De l'esprit de lâcheté et de l'usurpation

Crédits photographiques : Kevin Lamarque (Reuters).

Remise en une, puisqu'elle évoque indirectement Maurice G. Dantec dont j'ai pu mesurer, une nouvelle fois, la fragilité, de cette note qui a paru initialement au mois de septembre 2005.

«Lorsque de certaines idées se sont associées à de certains mots, l’on a beau démontrer que cette association est abusive, ces mots reproduits rappellent longtemps les mêmes idées».
Benjamin Constant, De l'esprit de conquête et de l’usurpation


Rappel
Études sur le langage vicié.

Lecture passionnée, haletante, de L'esprit de conquête et de l’usurpation que Benjamin Constant publia en 1814, livre fulgurant dont Calasso cite de très larges extraits dans sa Ruine de Kasch.
Entre tant d'analyses qui étonnent par la justesse de leur prescience, me retiennent les lignes que l'auteur d'Adolphe a écrites pour définir le despotisme, tout en prenant soin de différencier ce phénomène de l'usurpation qui est, dans son esprit, une parodie. Le mot n'a pu que me rappeler les analyses spectrales qu'Armand Robin consigna dans La Fausse parole à propos du mauvais génie de la propagande communiste, qui est de contrefaçon. Voici ce qu'écrit Constant : «Le despotisme étouffe la liberté de la presse; l’usurpation la parodie. Or quand la liberté de la presse est tout à fait comprimée, l’opinion sommeille, mais rien ne l’égare. Quand au contraire des écrivains soudoyés s’en saisissent, ils discutent, comme s’il était question de convaincre; ils s’emportent, comme s’il y avait de l’opposition; ils insultent, comme si l’on possédait la faculté de répondre». Constant poursuit avec ces phrases que nous pourrions lire comme une étonnante préfiguration non seulement des aveux imaginaires que les juges des procès de Moscou exigeaient de leurs prisonniers mais, en fin de compte, également comme une vue impitoyable de notre époque où triomphe le mandarinat insidieux de la petite-bourgeoisie : «Le despotisme, en un mot, règne par le silence, et laisse à l’homme le droit de se taire.

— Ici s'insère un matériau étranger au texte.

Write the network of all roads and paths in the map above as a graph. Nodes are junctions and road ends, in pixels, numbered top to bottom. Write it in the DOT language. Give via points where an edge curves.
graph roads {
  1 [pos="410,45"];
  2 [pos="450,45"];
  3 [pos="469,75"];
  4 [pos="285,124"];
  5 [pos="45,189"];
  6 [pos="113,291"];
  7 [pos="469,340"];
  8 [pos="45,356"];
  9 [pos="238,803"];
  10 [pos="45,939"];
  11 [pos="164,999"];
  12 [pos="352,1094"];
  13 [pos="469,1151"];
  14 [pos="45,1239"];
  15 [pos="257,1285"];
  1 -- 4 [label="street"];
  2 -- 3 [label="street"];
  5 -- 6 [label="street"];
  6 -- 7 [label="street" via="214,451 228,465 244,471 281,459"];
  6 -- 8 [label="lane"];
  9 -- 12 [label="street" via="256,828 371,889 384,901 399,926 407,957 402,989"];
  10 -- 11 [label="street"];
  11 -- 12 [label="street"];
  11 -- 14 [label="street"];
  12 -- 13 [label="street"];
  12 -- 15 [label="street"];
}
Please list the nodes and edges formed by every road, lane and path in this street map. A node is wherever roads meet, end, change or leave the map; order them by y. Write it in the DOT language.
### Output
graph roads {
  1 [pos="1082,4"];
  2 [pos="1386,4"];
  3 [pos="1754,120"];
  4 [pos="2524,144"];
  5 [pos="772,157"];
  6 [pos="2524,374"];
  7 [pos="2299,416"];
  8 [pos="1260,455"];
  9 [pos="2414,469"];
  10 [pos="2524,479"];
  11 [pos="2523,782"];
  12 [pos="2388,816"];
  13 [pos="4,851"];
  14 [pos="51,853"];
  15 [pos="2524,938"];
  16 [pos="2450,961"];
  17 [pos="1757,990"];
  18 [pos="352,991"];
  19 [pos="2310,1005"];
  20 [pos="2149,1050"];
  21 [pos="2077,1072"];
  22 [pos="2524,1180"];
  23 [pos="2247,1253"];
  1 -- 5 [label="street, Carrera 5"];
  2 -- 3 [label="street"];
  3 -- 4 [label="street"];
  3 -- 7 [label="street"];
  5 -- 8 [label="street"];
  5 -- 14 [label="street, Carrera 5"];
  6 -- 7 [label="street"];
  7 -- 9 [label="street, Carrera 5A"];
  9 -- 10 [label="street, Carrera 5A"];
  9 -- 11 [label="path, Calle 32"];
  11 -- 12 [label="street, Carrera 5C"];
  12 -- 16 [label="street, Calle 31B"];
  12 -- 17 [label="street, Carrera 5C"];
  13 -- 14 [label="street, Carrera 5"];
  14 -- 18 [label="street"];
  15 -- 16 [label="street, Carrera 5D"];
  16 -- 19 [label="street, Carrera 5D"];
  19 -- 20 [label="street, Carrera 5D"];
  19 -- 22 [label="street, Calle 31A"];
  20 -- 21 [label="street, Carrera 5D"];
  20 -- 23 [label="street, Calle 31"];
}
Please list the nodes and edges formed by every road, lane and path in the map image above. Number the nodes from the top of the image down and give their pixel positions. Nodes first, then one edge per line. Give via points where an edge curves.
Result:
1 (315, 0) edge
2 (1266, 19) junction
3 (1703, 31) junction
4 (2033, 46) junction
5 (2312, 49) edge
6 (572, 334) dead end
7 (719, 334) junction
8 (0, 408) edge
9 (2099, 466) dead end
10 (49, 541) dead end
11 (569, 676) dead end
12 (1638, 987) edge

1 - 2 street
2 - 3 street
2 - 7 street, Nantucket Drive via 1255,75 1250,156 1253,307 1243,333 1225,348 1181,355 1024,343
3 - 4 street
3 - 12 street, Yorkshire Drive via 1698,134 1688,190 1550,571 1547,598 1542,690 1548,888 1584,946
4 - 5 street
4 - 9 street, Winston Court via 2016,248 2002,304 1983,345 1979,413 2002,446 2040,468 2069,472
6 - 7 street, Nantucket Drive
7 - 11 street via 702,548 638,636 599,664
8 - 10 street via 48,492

L’usurpation le condamne à parler; elle le poursuit dans le sanctuaire intime de sa pensée; et le forçant à mentir à sa conscience, elle lui ravit la dernière consolation qui reste encore à l’opprimé». Car c'est la force de ce livre que d'avoir compris cette évidence, dont nul ne paraît vouloir s'apercevoir : le Mal n'est rien, rien de plus qu'une parole vide, s'il n'a d'abord tenté de ravir notre volonté et notre parole, non pour les détruire mais, en quelque sorte, pour les parodier ou, selon ce verbe éminemment poétique, les chantourner...
Et que dire, pour finir, de cette fulgurance qui, si elle pouvait être connue, plus encore, lue de nos petites âmes douillettes de censeurs (journalistes lyncheurs, artistes recycleurs, hommes et femmes de réseaux, écrivaillons goncourables, bien souvent les mêmes, se connaissant tous par la magie de l'échange des bons procédés et des maîtresses, jeunes et vieilles demi-mondaines de naissance et vagues attachées de presse à la cervelle bouillie...), creuserait jusqu'au vertige le vide qui les nourrit : «L’ami perfide, le débiteur infidèle, le délateur obscur, le juge prévaricateur, trouvèrent leur apologie écrite d’avance dans la langue convenue».
Cette noria de mots salis, truqués ne peut pas être la langue d'un peuple jeune mais, nouvel éclair de Constant, le babil monotone de vieillards fatigués de tout et d'abord de l'infini des possibles qu'ouvre la langue splendide et tendue au-dessus du tohu-bohu grondant.
Oui, après avoir pu discuter quelques heures avec Maurice G. Dantec, hagard, fatigué d'avoir accordé tant d'entretiens qui ne seront point lus et de paroles qui ne seront point comprises ni même écoutées, après avoir découvert, en un éclair, la gentillesse et la fragilité immenses de cet homme sur lequel tant de gnomes osent cracher, gentillesse et fragilité qui sont la carapace des violents réels, je veux dire la violence salvatrice de ceux qui écrivent parce que leur parole est action, j'ai su, cette fois-ci avec une évidence irrécusable, que rien n'arrêterait l'homme en lutte mortelle contre la parole putanisée de nos bavards.
C'est la putain bien sûr qui, montée sur sa bête magnifique, gagnera la partie, je connais assez la puissance du Mal, ses capacités infinies de métamorphose, pour ne pas me faire la moindre illusion.
Je connais aussi, surtout, notre immense lâcheté. Ne suis-je pas le frère chétif et pâle du plus petit de nos modernes Judas ? Mais je sais une chose, qui m'empêche de désespérer tout à fait : l'honneur de l'écrivain de race n'est point de triompher ou de remporter une victoire, fût-elle de courte durée, contre l'Hydre aux bouches sans cesse renaissantes.
Non, son honneur est de se lever, d'avoir osé se lever, cette image se confondant dans mes souvenirs avec celle de ces deux soldats anonymes qui, dans The Thin Red Line de Terence Malick, sont fauchés par les balles sitôt que l'ordre de la charge est donné, la scène se déroulant dans un splendide paysage d'herbes ondulant sous le soleil.
Dans le regard que les deux hommes ont un instant échangé avant de tomber, j'ai lu la peur, la résolution soudaine et, avant tout, la certitude tranquille de la mort rôdant comme un lion cherchant qui dévorer.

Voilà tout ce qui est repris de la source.